Perhaps the most significant factor in the court's decision to grant A.B.'s request for anonymity was the finding that bullied children who are not able to report bullying anonymously tend not to report bullying at all. The court referred at length to "Respectful and Responsible Relationships: There's No App for That: The Report of the Nova Scotia Task Force on Bullying and Cyberbullying" (2012) (the "Report"), chaired by Professor A. Wayne MacKay, which drew a similar conclusion on the issue earlier this year. Abella J. relied, in particular, on the Report's findings that the choice not to report bullying exacerbates the long-term toxic effects of bullying, which include loss of self-esteem, anxiety, fear, school drop-outs, and suicide attempts. Abella J. noted that granting A.B. the right to proceed anonymously would be consistent with one of the Report's recommendations that mechanisms must be developed to allow victims to report cyberbullying anonymously. Abella J. further stated:

In addition to the psychological harm of cyberbullying, we must consider the resulting inevitable harm to children – and the administration of justice – if they decline to take steps to protect themselves because of the risk of further harm from public disclosure.
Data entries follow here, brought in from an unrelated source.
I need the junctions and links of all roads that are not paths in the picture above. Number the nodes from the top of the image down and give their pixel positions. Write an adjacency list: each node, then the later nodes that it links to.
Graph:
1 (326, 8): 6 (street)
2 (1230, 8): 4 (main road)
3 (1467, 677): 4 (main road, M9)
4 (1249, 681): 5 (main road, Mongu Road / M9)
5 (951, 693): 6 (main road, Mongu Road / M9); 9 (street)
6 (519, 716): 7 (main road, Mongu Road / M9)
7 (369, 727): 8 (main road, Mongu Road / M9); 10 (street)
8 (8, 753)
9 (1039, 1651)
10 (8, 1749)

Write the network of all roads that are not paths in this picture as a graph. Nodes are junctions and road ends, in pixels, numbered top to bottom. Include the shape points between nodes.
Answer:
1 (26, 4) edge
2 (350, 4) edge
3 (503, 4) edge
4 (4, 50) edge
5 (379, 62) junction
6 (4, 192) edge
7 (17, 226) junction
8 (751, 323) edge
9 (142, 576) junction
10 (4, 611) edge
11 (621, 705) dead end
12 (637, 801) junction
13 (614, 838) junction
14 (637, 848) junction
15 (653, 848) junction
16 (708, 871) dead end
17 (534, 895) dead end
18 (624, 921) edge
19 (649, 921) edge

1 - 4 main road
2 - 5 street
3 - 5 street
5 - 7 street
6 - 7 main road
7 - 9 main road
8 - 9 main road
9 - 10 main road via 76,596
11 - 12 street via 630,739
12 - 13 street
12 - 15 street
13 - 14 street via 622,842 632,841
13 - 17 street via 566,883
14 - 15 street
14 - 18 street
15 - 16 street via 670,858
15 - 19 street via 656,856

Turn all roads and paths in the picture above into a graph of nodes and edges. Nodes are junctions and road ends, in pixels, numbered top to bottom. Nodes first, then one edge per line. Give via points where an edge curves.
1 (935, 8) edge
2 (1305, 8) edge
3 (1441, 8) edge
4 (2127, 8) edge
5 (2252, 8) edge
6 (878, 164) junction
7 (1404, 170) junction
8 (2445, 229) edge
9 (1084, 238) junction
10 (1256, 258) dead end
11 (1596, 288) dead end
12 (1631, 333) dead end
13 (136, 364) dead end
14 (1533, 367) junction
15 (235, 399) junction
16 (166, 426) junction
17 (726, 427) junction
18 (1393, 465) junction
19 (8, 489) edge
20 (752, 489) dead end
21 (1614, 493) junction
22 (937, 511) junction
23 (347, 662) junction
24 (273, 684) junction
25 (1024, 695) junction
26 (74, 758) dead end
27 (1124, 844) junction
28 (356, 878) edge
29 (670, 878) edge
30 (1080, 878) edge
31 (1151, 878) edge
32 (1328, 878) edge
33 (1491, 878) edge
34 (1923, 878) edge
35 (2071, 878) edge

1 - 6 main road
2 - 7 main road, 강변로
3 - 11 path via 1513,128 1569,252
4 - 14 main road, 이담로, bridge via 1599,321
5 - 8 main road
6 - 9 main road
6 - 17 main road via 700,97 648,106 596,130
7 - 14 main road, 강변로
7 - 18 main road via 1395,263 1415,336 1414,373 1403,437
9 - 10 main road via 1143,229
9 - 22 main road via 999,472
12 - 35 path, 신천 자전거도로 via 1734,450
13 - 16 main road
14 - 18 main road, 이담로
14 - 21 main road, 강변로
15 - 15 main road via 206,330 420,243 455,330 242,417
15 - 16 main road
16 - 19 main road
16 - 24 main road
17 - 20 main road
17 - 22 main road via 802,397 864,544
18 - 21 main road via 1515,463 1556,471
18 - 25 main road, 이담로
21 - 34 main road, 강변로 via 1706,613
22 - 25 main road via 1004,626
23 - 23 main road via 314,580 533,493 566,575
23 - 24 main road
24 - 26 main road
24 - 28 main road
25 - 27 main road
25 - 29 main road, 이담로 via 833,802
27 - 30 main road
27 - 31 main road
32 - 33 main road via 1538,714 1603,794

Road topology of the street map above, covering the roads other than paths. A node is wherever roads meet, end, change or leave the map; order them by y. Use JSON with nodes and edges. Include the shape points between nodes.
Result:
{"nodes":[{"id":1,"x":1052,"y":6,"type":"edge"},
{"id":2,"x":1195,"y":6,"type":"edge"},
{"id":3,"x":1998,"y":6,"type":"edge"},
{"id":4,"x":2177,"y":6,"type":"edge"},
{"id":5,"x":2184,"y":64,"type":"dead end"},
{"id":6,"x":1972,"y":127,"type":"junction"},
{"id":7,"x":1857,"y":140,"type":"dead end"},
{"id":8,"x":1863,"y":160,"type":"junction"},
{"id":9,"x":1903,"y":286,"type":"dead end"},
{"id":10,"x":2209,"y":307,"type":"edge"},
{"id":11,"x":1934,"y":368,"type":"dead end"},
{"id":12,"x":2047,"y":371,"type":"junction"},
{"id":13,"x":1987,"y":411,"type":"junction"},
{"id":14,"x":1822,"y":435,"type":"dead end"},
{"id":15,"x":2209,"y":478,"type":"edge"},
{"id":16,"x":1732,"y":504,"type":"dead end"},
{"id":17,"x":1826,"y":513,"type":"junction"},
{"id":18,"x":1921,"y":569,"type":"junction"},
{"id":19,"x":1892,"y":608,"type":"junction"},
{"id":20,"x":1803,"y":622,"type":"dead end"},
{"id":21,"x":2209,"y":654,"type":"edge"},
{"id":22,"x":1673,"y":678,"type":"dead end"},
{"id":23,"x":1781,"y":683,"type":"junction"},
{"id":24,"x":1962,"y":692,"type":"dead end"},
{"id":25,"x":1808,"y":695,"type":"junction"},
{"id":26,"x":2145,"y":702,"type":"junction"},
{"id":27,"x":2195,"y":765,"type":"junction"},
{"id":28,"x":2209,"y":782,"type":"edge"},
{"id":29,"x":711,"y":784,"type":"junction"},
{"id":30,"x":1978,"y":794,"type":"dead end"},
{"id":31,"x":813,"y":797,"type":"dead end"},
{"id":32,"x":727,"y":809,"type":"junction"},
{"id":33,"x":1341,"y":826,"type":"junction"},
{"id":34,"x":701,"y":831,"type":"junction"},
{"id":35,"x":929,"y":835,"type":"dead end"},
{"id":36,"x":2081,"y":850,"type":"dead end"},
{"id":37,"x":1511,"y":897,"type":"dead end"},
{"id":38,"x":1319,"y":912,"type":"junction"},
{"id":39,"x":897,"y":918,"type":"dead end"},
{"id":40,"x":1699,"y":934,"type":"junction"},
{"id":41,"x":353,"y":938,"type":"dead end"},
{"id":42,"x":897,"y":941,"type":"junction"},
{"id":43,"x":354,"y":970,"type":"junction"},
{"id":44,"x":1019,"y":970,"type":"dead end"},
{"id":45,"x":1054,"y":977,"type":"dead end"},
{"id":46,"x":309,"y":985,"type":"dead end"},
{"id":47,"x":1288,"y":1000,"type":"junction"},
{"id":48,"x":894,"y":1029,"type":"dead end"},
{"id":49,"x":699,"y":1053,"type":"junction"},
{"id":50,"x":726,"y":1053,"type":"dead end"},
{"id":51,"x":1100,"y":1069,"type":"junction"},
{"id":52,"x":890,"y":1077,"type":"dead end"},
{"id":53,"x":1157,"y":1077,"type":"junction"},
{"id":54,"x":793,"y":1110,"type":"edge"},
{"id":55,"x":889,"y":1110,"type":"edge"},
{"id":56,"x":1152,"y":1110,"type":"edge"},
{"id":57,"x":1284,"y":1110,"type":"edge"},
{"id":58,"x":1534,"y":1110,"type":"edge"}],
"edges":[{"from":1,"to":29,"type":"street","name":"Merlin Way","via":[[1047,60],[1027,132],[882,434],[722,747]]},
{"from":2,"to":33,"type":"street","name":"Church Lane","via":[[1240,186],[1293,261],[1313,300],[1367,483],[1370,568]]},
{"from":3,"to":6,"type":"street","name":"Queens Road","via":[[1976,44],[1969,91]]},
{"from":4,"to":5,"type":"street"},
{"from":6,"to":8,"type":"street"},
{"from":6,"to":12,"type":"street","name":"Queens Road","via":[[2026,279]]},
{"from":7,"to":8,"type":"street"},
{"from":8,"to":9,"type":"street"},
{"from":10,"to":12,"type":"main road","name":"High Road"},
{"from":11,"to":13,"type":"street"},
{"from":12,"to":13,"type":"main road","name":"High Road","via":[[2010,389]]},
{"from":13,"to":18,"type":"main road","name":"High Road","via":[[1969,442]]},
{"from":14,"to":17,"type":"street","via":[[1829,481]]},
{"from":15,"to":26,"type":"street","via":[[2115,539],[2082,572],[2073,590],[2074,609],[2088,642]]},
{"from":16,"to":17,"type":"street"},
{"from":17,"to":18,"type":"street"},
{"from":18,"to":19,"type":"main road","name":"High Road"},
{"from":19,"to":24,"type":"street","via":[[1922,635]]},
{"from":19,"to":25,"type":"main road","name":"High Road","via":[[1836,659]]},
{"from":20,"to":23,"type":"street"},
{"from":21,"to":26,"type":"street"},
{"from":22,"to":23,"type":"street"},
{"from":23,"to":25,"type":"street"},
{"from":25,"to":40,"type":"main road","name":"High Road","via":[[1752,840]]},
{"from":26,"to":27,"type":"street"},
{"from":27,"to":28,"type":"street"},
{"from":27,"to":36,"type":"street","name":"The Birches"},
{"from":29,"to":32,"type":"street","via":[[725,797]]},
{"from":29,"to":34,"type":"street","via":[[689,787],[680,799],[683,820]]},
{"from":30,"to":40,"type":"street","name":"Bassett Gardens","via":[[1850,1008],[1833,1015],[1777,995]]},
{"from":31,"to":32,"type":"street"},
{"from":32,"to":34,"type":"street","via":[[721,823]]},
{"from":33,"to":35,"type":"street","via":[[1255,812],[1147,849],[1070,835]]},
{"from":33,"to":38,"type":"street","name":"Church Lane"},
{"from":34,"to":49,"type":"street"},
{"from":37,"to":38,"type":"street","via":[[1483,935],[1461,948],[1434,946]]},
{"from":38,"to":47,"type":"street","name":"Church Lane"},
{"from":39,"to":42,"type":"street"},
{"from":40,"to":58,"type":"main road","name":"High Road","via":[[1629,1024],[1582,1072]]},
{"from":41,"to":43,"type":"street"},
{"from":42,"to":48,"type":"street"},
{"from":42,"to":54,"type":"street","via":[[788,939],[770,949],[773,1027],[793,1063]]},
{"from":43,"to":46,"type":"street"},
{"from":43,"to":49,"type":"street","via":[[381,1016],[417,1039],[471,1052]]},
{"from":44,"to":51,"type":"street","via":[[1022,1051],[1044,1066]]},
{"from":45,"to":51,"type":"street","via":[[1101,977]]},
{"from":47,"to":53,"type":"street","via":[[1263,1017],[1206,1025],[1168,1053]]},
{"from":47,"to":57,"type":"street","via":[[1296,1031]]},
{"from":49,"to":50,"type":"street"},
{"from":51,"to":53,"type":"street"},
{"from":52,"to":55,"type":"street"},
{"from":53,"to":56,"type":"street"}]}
As such, the Court proceeded to grant A.B. the right to seek out her cyberbully anonymously, but declined to order a publication ban on the non-identifying content of the fake Facebook profile on the basis that this information could not be connected to A.B., and publishing it would not have a harmful impact.

IMPLICATIONS OF THIS DECISION IN THE SCHOOL CONTEXT

The Bragg decision is an important affirmation of the prevalence of cyberbullying, and the need to provide students with the privacy and protections to feel safe enough to address this form of bullying. According to UNICEF Canada, of Canadian children and young people who report that they have been bullied, 27% say they were bullied over the internet. One of the difficulties with addressing cyberbullying relates to the fact that cyberbullies are able to communicate to wide audiences without taking ownership of their actions, or fearing being identified or punished. The Court's affirmation in Bragg that a student can pursue the identity of a bully anonymously acknowledges and attempts to address these difficulties.

Bragg also comes in the context of a number of recent legislative efforts at increasing awareness and prevention of cyberbullying, and bullying in general. As of September 1, 2012, the Ontario Accepting Schools Act, 2012 (Bill 13), amended the Education Act to codify, for the first time, a definition of "cyberbullying", and recognized a notably wide range of harm which flows from incidents of cyberbullying. Bill 13 also affirmed school administrators' and boards' duty to investigate, identify and address cyberbullying where a sufficient nexus between the act of cyberbullying and a negative impact on the school climate is found.

The imposition of school discipline for acts of cyberbullying depends on the existence of sufficient evidence that the online threat or intimidation was initiated by a particular identifiable student. Therefore, while the Bragg decision encourages victims of cyberbullying to seek out their bullies, it will also likely make it easier for school administrators to obtain the evidence necessary to apply appropriate discipline.

Cyberbullying, and bullying in general, is often linked to the victim's race, sexual orientation, or another enumerated ground under the Ontario Human Rights Code. Notably, the Court's decision affirms bullying as an independent source of injury, regardless of whether the bullying or cyberbullying is related to a prohibited ground, and legitimizes the victim's experience of harm from the act of bullying itself.

The Court's decision to grant A.B. anonymity affirms the fact that providing victims of cyberbullying with the legal mechanisms to seek out their bullies is a significant aspect of a holistic approach to combating bullying. Of course, this type of approach also requires school administrators to continue to play a proactive role in preventing and addressing bullying by implementing anti-bullying policies and providing appropriate supports to both victims and the students who engaged in bullying.